*** Opening SOURCE DATA ***

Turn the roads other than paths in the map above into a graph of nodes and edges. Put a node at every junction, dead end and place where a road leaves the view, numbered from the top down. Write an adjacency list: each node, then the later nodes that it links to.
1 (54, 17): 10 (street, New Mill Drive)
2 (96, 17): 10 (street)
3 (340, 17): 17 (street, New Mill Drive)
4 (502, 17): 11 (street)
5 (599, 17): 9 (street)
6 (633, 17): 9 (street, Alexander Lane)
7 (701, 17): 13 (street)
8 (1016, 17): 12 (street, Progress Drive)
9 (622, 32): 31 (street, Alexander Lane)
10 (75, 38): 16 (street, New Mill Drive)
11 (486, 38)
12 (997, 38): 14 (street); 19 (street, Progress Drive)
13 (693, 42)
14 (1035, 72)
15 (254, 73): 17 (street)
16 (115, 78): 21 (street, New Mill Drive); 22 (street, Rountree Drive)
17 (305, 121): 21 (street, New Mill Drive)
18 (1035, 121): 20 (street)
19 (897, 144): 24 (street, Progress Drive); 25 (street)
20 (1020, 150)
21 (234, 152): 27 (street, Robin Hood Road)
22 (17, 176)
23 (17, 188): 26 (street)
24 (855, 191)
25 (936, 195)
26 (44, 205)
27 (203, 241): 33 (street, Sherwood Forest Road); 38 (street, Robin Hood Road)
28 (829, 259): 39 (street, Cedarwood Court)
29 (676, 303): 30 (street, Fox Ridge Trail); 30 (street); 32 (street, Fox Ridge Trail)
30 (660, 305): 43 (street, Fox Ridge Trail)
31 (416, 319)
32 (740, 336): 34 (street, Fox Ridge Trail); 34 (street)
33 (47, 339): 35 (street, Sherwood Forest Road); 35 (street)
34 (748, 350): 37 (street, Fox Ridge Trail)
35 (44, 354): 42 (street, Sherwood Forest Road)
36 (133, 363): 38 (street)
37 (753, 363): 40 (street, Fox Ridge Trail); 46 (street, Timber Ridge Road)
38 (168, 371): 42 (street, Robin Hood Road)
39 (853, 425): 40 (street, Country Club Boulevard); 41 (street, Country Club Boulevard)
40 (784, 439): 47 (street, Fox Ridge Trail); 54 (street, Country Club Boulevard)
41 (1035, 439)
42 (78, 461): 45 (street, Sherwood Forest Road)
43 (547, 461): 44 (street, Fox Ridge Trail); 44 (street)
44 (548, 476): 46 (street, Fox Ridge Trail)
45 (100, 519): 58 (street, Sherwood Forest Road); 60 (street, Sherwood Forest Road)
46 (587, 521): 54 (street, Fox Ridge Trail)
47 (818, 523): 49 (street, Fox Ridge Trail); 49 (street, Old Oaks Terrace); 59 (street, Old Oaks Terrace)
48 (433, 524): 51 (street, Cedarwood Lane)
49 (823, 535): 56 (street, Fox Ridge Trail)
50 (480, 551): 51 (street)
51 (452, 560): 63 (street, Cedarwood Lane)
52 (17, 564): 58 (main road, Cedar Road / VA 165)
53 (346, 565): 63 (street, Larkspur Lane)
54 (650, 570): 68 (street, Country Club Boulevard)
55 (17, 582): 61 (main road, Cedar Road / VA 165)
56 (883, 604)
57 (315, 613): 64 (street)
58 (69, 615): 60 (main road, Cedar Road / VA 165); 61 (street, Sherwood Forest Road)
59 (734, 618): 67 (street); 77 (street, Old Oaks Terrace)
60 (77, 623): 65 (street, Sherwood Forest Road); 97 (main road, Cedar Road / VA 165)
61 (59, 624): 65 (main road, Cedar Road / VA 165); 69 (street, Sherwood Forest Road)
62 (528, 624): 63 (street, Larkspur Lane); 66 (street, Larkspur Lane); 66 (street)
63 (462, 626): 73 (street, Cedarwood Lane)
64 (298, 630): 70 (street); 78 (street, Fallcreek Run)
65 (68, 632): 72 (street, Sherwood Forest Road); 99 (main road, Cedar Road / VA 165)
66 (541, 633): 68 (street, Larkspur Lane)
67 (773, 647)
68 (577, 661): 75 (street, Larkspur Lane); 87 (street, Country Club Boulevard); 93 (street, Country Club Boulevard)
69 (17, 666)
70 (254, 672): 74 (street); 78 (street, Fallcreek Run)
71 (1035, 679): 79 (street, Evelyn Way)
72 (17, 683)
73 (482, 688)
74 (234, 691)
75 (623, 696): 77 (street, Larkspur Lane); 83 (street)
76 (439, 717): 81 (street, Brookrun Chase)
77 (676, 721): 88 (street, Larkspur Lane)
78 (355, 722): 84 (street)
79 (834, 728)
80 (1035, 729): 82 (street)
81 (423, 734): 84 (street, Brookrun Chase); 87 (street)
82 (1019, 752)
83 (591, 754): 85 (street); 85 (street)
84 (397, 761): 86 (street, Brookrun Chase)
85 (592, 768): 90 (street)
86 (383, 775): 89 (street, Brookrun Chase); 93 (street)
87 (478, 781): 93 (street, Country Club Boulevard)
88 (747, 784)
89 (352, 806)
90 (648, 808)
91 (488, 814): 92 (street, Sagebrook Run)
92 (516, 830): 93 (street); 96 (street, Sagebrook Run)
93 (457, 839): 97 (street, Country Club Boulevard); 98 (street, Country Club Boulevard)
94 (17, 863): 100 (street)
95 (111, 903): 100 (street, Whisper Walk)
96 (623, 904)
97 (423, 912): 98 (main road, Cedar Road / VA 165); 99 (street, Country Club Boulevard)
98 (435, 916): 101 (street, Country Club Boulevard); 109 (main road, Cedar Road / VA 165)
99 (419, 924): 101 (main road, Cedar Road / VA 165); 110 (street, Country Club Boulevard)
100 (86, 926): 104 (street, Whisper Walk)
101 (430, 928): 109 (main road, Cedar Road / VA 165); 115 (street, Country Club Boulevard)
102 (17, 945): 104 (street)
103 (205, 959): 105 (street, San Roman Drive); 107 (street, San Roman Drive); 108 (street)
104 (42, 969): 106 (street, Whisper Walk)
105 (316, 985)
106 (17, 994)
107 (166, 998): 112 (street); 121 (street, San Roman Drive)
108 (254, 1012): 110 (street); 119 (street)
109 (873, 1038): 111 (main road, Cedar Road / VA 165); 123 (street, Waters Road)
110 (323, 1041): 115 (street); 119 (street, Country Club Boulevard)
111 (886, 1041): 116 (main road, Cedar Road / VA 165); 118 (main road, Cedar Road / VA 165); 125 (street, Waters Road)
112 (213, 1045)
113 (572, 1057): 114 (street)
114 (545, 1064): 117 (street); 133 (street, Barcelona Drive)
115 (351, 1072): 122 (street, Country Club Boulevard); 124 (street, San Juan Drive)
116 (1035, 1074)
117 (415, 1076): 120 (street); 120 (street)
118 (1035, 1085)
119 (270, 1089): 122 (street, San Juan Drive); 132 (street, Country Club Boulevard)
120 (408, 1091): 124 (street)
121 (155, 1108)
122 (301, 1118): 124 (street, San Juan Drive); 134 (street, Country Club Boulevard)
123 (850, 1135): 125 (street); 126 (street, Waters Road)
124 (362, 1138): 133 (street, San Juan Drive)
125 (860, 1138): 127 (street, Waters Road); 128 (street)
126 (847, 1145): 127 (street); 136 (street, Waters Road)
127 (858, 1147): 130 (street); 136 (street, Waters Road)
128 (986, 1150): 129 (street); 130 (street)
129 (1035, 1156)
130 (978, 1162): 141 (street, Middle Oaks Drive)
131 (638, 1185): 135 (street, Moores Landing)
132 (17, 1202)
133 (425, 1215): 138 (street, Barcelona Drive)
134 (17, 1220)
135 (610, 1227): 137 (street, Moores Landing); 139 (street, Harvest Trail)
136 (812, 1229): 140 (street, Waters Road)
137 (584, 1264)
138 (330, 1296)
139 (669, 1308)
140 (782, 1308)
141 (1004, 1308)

*** Closing SOURCE DATA ***

TASK STATEMENT: The whole listing is needed again, word for word.

OUTPUT:
Turn the roads other than paths in the map above into a graph of nodes and edges. Put a node at every junction, dead end and place where a road leaves the view, numbered from the top down. Write an adjacency list: each node, then the later nodes that it links to.
1 (54, 17): 10 (street, New Mill Drive)
2 (96, 17): 10 (street)
3 (340, 17): 17 (street, New Mill Drive)
4 (502, 17): 11 (street)
5 (599, 17): 9 (street)
6 (633, 17): 9 (street, Alexander Lane)
7 (701, 17): 13 (street)
8 (1016, 17): 12 (street, Progress Drive)
9 (622, 32): 31 (street, Alexander Lane)
10 (75, 38): 16 (street, New Mill Drive)
11 (486, 38)
12 (997, 38): 14 (street); 19 (street, Progress Drive)
13 (693, 42)
14 (1035, 72)
15 (254, 73): 17 (street)
16 (115, 78): 21 (street, New Mill Drive); 22 (street, Rountree Drive)
17 (305, 121): 21 (street, New Mill Drive)
18 (1035, 121): 20 (street)
19 (897, 144): 24 (street, Progress Drive); 25 (street)
20 (1020, 150)
21 (234, 152): 27 (street, Robin Hood Road)
22 (17, 176)
23 (17, 188): 26 (street)
24 (855, 191)
25 (936, 195)
26 (44, 205)
27 (203, 241): 33 (street, Sherwood Forest Road); 38 (street, Robin Hood Road)
28 (829, 259): 39 (street, Cedarwood Court)
29 (676, 303): 30 (street, Fox Ridge Trail); 30 (street); 32 (street, Fox Ridge Trail)
30 (660, 305): 43 (street, Fox Ridge Trail)
31 (416, 319)
32 (740, 336): 34 (street, Fox Ridge Trail); 34 (street)
33 (47, 339): 35 (street, Sherwood Forest Road); 35 (street)
34 (748, 350): 37 (street, Fox Ridge Trail)
35 (44, 354): 42 (street, Sherwood Forest Road)
36 (133, 363): 38 (street)
37 (753, 363): 40 (street, Fox Ridge Trail); 46 (street, Timber Ridge Road)
38 (168, 371): 42 (street, Robin Hood Road)
39 (853, 425): 40 (street, Country Club Boulevard); 41 (street, Country Club Boulevard)
40 (784, 439): 47 (street, Fox Ridge Trail); 54 (street, Country Club Boulevard)
41 (1035, 439)
42 (78, 461): 45 (street, Sherwood Forest Road)
43 (547, 461): 44 (street, Fox Ridge Trail); 44 (street)
44 (548, 476): 46 (street, Fox Ridge Trail)
45 (100, 519): 58 (street, Sherwood Forest Road); 60 (street, Sherwood Forest Road)
46 (587, 521): 54 (street, Fox Ridge Trail)
47 (818, 523): 49 (street, Fox Ridge Trail); 49 (street, Old Oaks Terrace); 59 (street, Old Oaks Terrace)
48 (433, 524): 51 (street, Cedarwood Lane)
49 (823, 535): 56 (street, Fox Ridge Trail)
50 (480, 551): 51 (street)
51 (452, 560): 63 (street, Cedarwood Lane)
52 (17, 564): 58 (main road, Cedar Road / VA 165)
53 (346, 565): 63 (street, Larkspur Lane)
54 (650, 570): 68 (street, Country Club Boulevard)
55 (17, 582): 61 (main road, Cedar Road / VA 165)
56 (883, 604)
57 (315, 613): 64 (street)
58 (69, 615): 60 (main road, Cedar Road / VA 165); 61 (street, Sherwood Forest Road)
59 (734, 618): 67 (street); 77 (street, Old Oaks Terrace)
60 (77, 623): 65 (street, Sherwood Forest Road); 97 (main road, Cedar Road / VA 165)
61 (59, 624): 65 (main road, Cedar Road / VA 165); 69 (street, Sherwood Forest Road)
62 (528, 624): 63 (street, Larkspur Lane); 66 (street, Larkspur Lane); 66 (street)
63 (462, 626): 73 (street, Cedarwood Lane)
64 (298, 630): 70 (street); 78 (street, Fallcreek Run)
65 (68, 632): 72 (street, Sherwood Forest Road); 99 (main road, Cedar Road / VA 165)
66 (541, 633): 68 (street, Larkspur Lane)
67 (773, 647)
68 (577, 661): 75 (street, Larkspur Lane); 87 (street, Country Club Boulevard); 93 (street, Country Club Boulevard)
69 (17, 666)
70 (254, 672): 74 (street); 78 (street, Fallcreek Run)
71 (1035, 679): 79 (street, Evelyn Way)
72 (17, 683)
73 (482, 688)
74 (234, 691)
75 (623, 696): 77 (street, Larkspur Lane); 83 (street)
76 (439, 717): 81 (street, Brookrun Chase)
77 (676, 721): 88 (street, Larkspur Lane)
78 (355, 722): 84 (street)
79 (834, 728)
80 (1035, 729): 82 (street)
81 (423, 734): 84 (street, Brookrun Chase); 87 (street)
82 (1019, 752)
83 (591, 754): 85 (street); 85 (street)
84 (397, 761): 86 (street, Brookrun Chase)
85 (592, 768): 90 (street)
86 (383, 775): 89 (street, Brookrun Chase); 93 (street)
87 (478, 781): 93 (street, Country Club Boulevard)
88 (747, 784)
89 (352, 806)
90 (648, 808)
91 (488, 814): 92 (street, Sagebrook Run)
92 (516, 830): 93 (street); 96 (street, Sagebrook Run)
93 (457, 839): 97 (street, Country Club Boulevard); 98 (street, Country Club Boulevard)
94 (17, 863): 100 (street)
95 (111, 903): 100 (street, Whisper Walk)
96 (623, 904)
97 (423, 912): 98 (main road, Cedar Road / VA 165); 99 (street, Country Club Boulevard)
98 (435, 916): 101 (street, Country Club Boulevard); 109 (main road, Cedar Road / VA 165)
99 (419, 924): 101 (main road, Cedar Road / VA 165); 110 (street, Country Club Boulevard)
100 (86, 926): 104 (street, Whisper Walk)
101 (430, 928): 109 (main road, Cedar Road / VA 165); 115 (street, Country Club Boulevard)
102 (17, 945): 104 (street)
103 (205, 959): 105 (street, San Roman Drive); 107 (street, San Roman Drive); 108 (street)
104 (42, 969): 106 (street, Whisper Walk)
105 (316, 985)
106 (17, 994)
107 (166, 998): 112 (street); 121 (street, San Roman Drive)
108 (254, 1012): 110 (street); 119 (street)
109 (873, 1038): 111 (main road, Cedar Road / VA 165); 123 (street, Waters Road)
110 (323, 1041): 115 (street); 119 (street, Country Club Boulevard)
111 (886, 1041): 116 (main road, Cedar Road / VA 165); 118 (main road, Cedar Road / VA 165); 125 (street, Waters Road)
112 (213, 1045)
113 (572, 1057): 114 (street)
114 (545, 1064): 117 (street); 133 (street, Barcelona Drive)
115 (351, 1072): 122 (street, Country Club Boulevard); 124 (street, San Juan Drive)
116 (1035, 1074)
117 (415, 1076): 120 (street); 120 (street)
118 (1035, 1085)
119 (270, 1089): 122 (street, San Juan Drive); 132 (street, Country Club Boulevard)
120 (408, 1091): 124 (street)
121 (155, 1108)
122 (301, 1118): 124 (street, San Juan Drive); 134 (street, Country Club Boulevard)
123 (850, 1135): 125 (street); 126 (street, Waters Road)
124 (362, 1138): 133 (street, San Juan Drive)
125 (860, 1138): 127 (street, Waters Road); 128 (street)
126 (847, 1145): 127 (street); 136 (street, Waters Road)
127 (858, 1147): 130 (street); 136 (street, Waters Road)
128 (986, 1150): 129 (street); 130 (street)
129 (1035, 1156)
130 (978, 1162): 141 (street, Middle Oaks Drive)
131 (638, 1185): 135 (street, Moores Landing)
132 (17, 1202)
133 (425, 1215): 138 (street, Barcelona Drive)
134 (17, 1220)
135 (610, 1227): 137 (street, Moores Landing); 139 (street, Harvest Trail)
136 (812, 1229): 140 (street, Waters Road)
137 (584, 1264)
138 (330, 1296)
139 (669, 1308)
140 (782, 1308)
141 (1004, 1308)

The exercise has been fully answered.